THIS IS a rejoinder to the editorial titled “Legalized smuggling.” (Inquirer, 5/20/11) In 2008, thousands of Filipinos queued up from sunrise to sunset for a kilo or two of NFA-imported low-grade rice!
Two years later, in April 2010, the National Food Authority posted for auction 43 million kilos of “GSM-102” US premium rice at an indicative price of P24.30/kilo. The stock was stored in warehouses in Pampanga and Bulacan. A separate batch of 1.5 million kilos, Vietnam and Thailand premium grade, also kept in Pampanga storehouses, was also offered for auction at P27/kilo.
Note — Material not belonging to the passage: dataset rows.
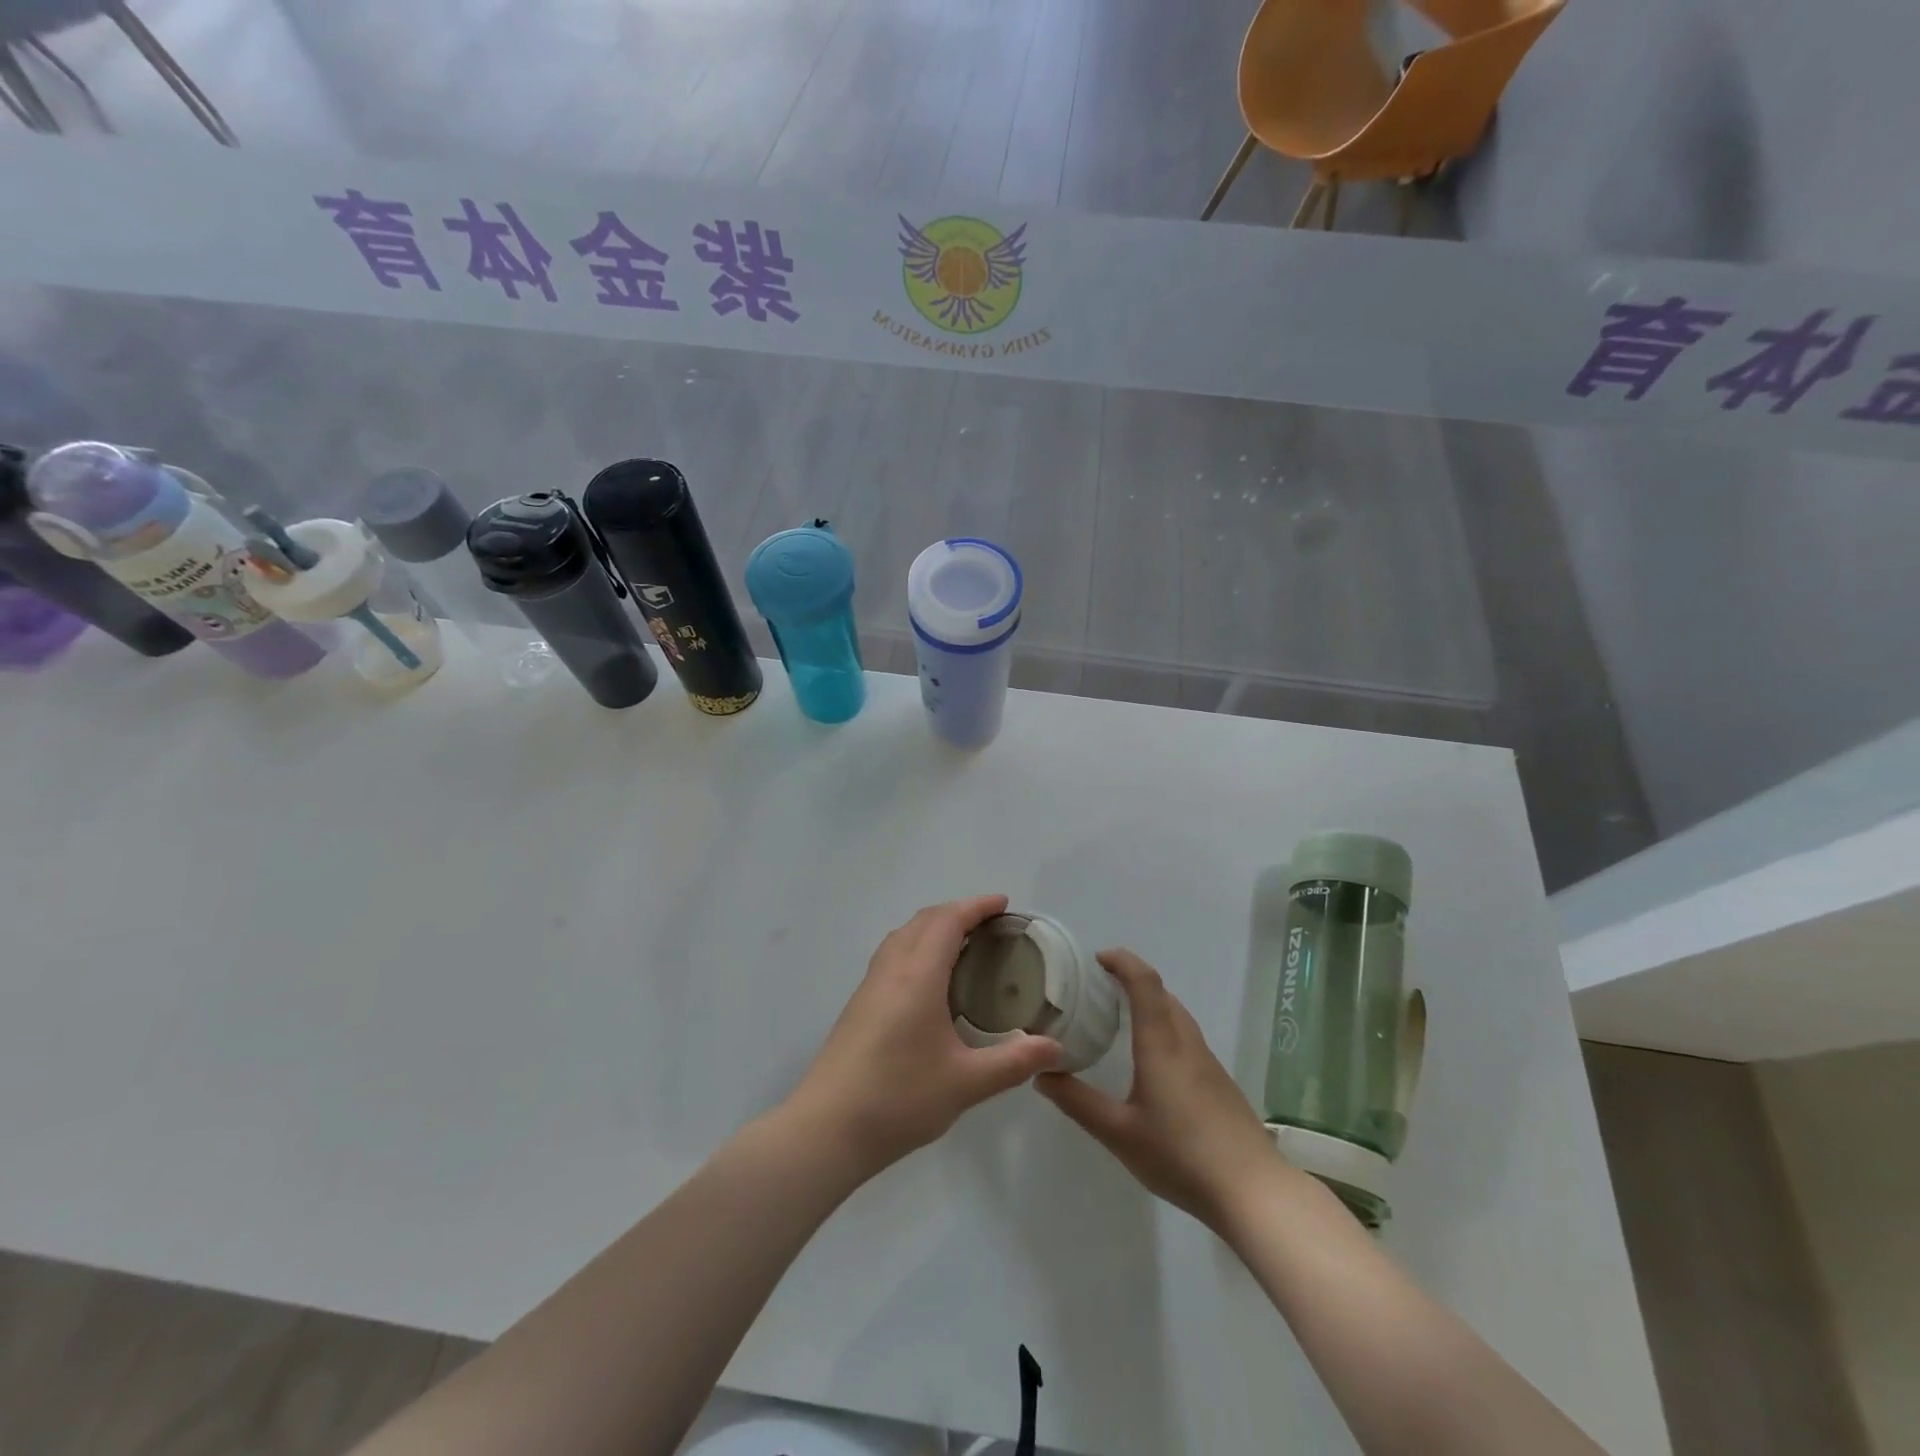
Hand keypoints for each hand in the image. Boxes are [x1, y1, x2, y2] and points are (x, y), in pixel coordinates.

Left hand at [786, 896, 1065, 1174]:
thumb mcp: (965, 1083)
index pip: (948, 921)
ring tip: (963, 945)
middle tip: (991, 925)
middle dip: (958, 912)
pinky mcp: (859, 1005)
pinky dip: (917, 946)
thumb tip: (1056, 1048)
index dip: (976, 906)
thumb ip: (1013, 1062)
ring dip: (933, 927)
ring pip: (903, 936)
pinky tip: (929, 981)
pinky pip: (892, 955)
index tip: (1004, 904)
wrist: (826, 1128)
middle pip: (924, 920)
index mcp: (917, 976)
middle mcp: (891, 970)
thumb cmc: (898, 1099)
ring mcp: (869, 986)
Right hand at [1038, 949, 1279, 1231]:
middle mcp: (1186, 1043)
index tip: (1097, 958)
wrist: (1253, 1192)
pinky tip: (1152, 1060)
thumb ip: (1079, 1102)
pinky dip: (1164, 1027)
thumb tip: (1042, 1075)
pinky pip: (1186, 1037)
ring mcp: (1208, 1063)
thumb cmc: (1181, 1156)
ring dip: (1151, 1003)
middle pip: (1162, 994)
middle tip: (1099, 989)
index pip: (1144, 982)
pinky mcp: (1220, 1083)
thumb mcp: (1119, 1133)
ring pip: (1177, 1015)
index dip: (1122, 961)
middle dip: (1132, 980)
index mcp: (1161, 1043)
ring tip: (1121, 1019)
Although the year these rice stocks arrived was not stated in the auction notice, undoubtedly the American rice formed part of 2008 rice arrivals—100 million kilos from the United States, and 600 million kilos from an Asean neighbor. (“RP to buy 600,000 tons of Vietnam rice,” Inquirer, 6/19/08) These stocks were obviously imported in the third quarter, a period described in the 2008 COA Report when commercial prices for premium rice “started to decline” owing to “stable supply.”
The 2010 auction was based on NFA’s SMDP (sale through market determined price) of “quality-declined rice.” (Source: Technical Research Division [TRD], March 2003). TRD concluded that re-milling would have been more advantageous than SMDP.
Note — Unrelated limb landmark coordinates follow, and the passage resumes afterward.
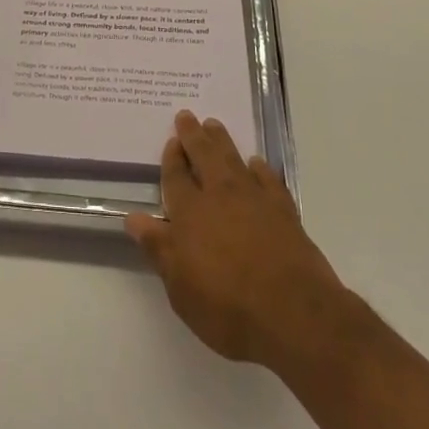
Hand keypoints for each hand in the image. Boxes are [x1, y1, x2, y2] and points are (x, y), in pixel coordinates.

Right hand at [126, 111, 353, 371]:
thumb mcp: (180, 288)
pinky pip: (267, 178)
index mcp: (190, 213)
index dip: (172, 158)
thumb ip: (159, 248)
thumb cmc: (228, 306)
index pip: (176, 177)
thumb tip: (134, 218)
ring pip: (233, 159)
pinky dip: (259, 168)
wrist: (293, 312)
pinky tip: (256, 163)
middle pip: (204, 155)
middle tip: (187, 116)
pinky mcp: (283, 210)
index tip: (171, 142)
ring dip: (221, 140)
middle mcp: (220, 195)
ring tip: (214, 125)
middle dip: (193, 135)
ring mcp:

The NFA policy of importing high-grade rice (which only ended up “converted” by traders to commercial rice) continued contrary to repeated recommendations of the Commission on Audit in 2005 and 2008.
The auctioned US premium rice was financed in 2008 via an export guarantee from the US Department of Agriculture under GSM-102 assistance (“USDA extends guarantees to RP,” Inquirer, 10/5/08); it was valued at the equivalent of P38/kilo while the Asean premium rice was valued at P44/kilo. In that April 2010 auction, the NFA may have lost P575 million on the US rice and P30 million on the Vietnam and Thailand rice, raising its liabilities by P615 million in addition to the new P30 billion in long-term loans signed in 2008 with Philippine government sovereign guarantee; while debts payable within 360 days soared to P120 billion.
Curiously, while US premium rice under GSM-102 assistance was entering the country in the third quarter of 2008, the NFA was auctioning in NCR and Region 3, 31 million kilos of US high-grade rice, financed under PL-480 loan for developing countries, a loan that had a maximum term of 30 years and low rates of interest. Yet Filipinos lined up under scorching heat or in a downpour for rice to put on their dining tables.
Was there a shortage? US Commerce and Industry statistics show some half a billion kilos reached our country from 2001-2010. But this aging senior does not see them in neighborhood stores. An accounting is in order.